1. Download the relevant data-set from the internet as CSV
2. Convert the csv file to Delta format.

#### 1.Get dataset from the web
We use the wget command to download our data-set to the driver. After unzipping the file, we create a folder on dbfs, and copy our unzipped csv file there. Note that dbfs:/ is available as /dbfs/ on the driver (because it is a FUSE mount).

In [3]:
%sh wget https://archive.ics.uci.edu/ml/machine-learning-databases/00222/bank.zip -O /tmp/bank.zip --no-check-certificate

Unzip the file to /tmp/bank

In [5]:
%sh unzip -o /tmp/bank.zip -d /tmp/bank

Create a new directory on dbfs:/, called BankMarketing

In [7]:
%fs mkdirs /BankMarketing

Due to the FUSE mount, dbfs:/BankMarketing is now also available as /dbfs/BankMarketing on the driver. We can move our files there to make them available on dbfs.

In [9]:
%sh cp -rv /tmp/bank /dbfs/BankMarketing

#### 2.Read data and save as Delta Table
Now that we have copied our csv to dbfs:/, the next step is to convert it to Delta format.
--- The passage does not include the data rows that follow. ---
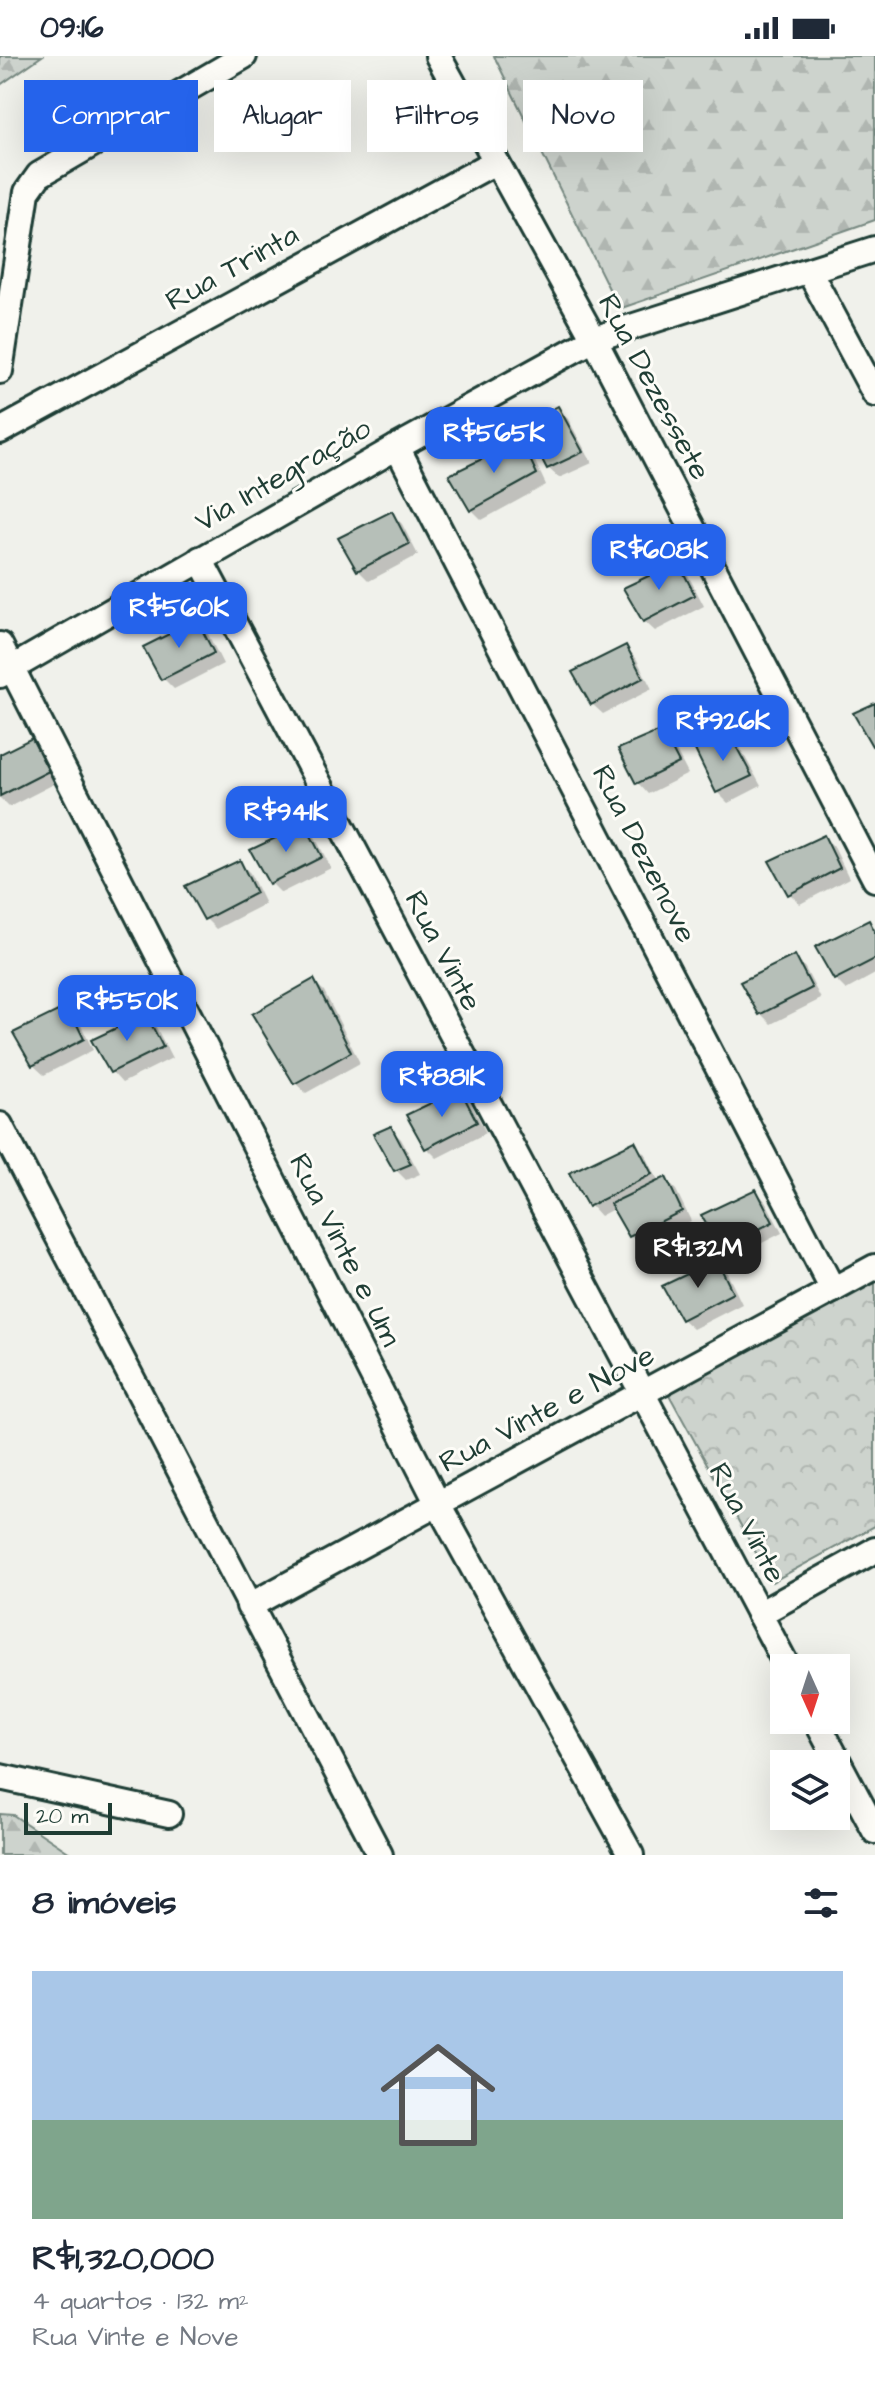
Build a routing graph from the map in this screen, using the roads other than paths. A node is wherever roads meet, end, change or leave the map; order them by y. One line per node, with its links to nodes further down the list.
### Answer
1 (244, 56): 7 (street)
2 (438, 56): 3 (street, Rua Dezessete)
3 (495, 162): 6 (street, Rua Dezessete); 9 (street, Rua Trinta)
4 (875, 249): 5 (street, Via Integração)
5 (809, 271): 6 (street, Via Integração); 8 (street)
6 (594, 339): 10 (street, Via Integração); 14 (street, Rua Dezessete)
7 (0, 371)
8 (875, 394)
9 (0, 431)
10 (397, 447): 11 (street, Via Integração); 17 (street, Rua Dezenove)
11 (200, 559): 13 (street, Via Integração); 18 (street, Rua Vinte)
12 (0, 645): 13 (street, Rua Vinte e Um)
13 (6, 672): 19 (street, Rua Vinte e Um)
14 (875, 879)
15 (0, 1125): 21 (street)
16 (875, 1267): 17 (street, Rua Vinte e Nove)
17 (833, 1290): 18 (street, Rua Vinte e Nove)
18 (641, 1394): 19 (street, Rua Vinte e Nove); 22 (street, Rua Vinte)
19 (438, 1504): 21 (street, Rua Vinte e Nove); 29 (street, Rua Vinte e Um)
20 (875, 1550): 22 (street)
21 (249, 1606): 28 (street)
22 (759, 1614): 23 (street, Rua Vinte)
23 (780, 1654)
24 (823, 1734): 27 (street)
25 (0, 1777): 26 (street)
26 (169, 1814)
27 (875, 1831)
28 (380, 1855)
29 (631, 1855)

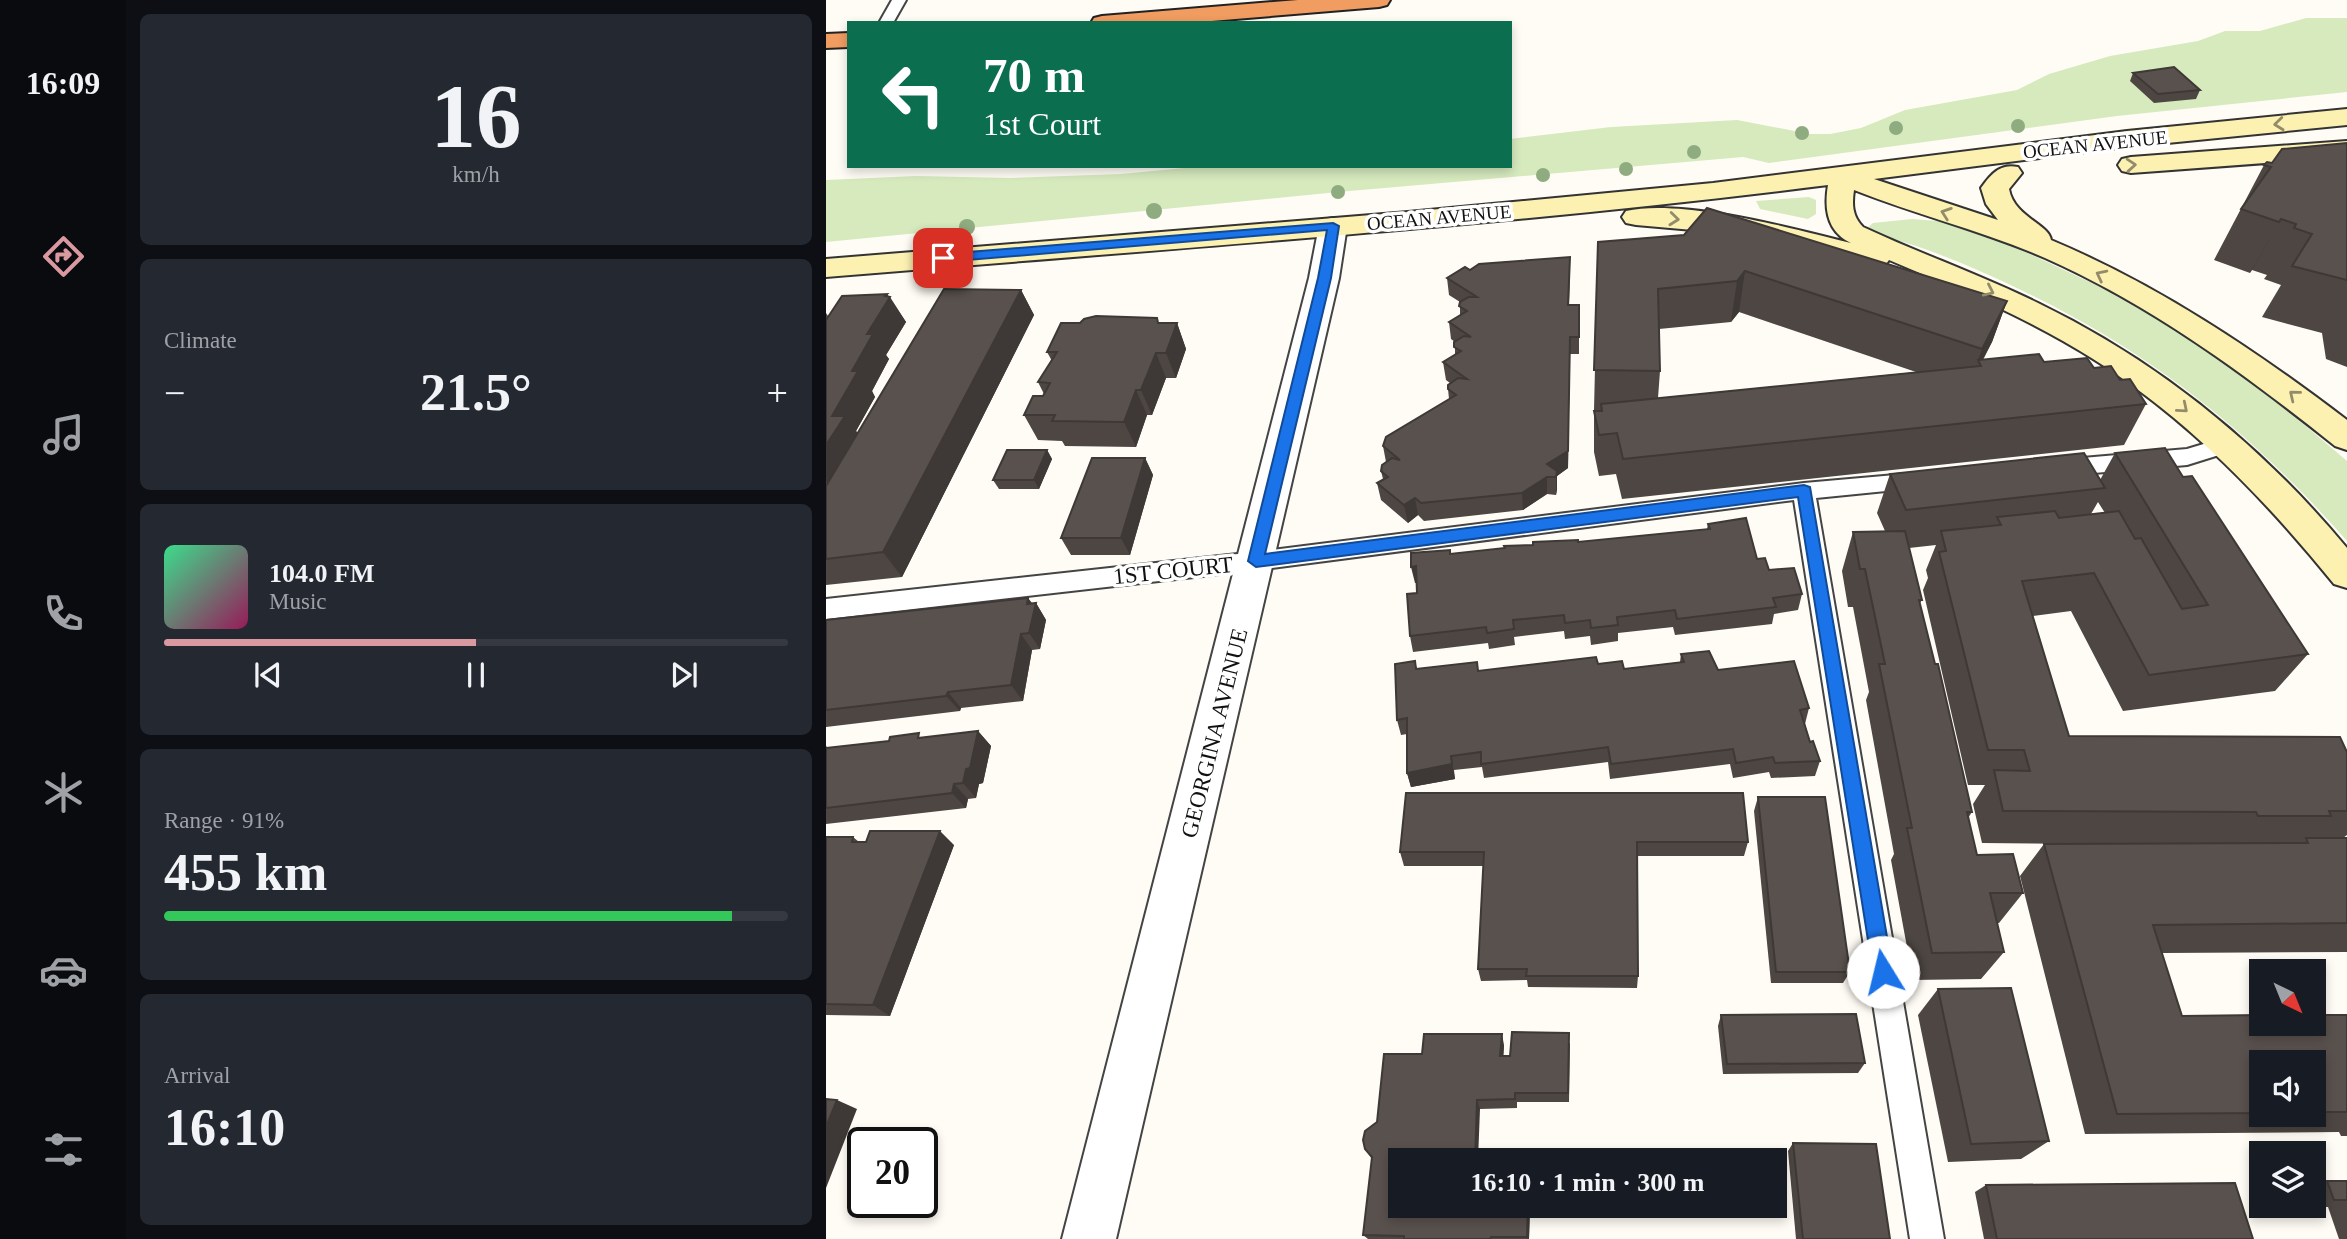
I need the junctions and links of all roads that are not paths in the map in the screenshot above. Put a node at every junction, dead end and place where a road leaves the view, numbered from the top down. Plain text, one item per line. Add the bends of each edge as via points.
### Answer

Use spark.read to create a Spark Dataframe in which we will read our CSV data

In [12]:
bdf = spark.read.format("csv")\
.option("path", "dbfs:/BankMarketing/bank/bank-full.csv")\
.option("inferSchema", "true")\
.option("header", "true")\
.option("delimiter", ";")\
.option("quote", '"')\
.load()

In [13]:
%sql
CREATE DATABASE IF NOT EXISTS max_db
LOCATION 'dbfs:/max/db'

We now write our spark dataframe to a delta table in max_db database, and call it bank_marketing. Note that, under the hood, the Delta table is saved somewhere on DBFS, i.e. on Azure Storage.

In [15]:
bdf.write.mode('Overwrite').format("delta").saveAsTable("max_db.bank_marketing")

In [16]:
display(dbutils.fs.ls("dbfs:/max/db/bank_marketing/"))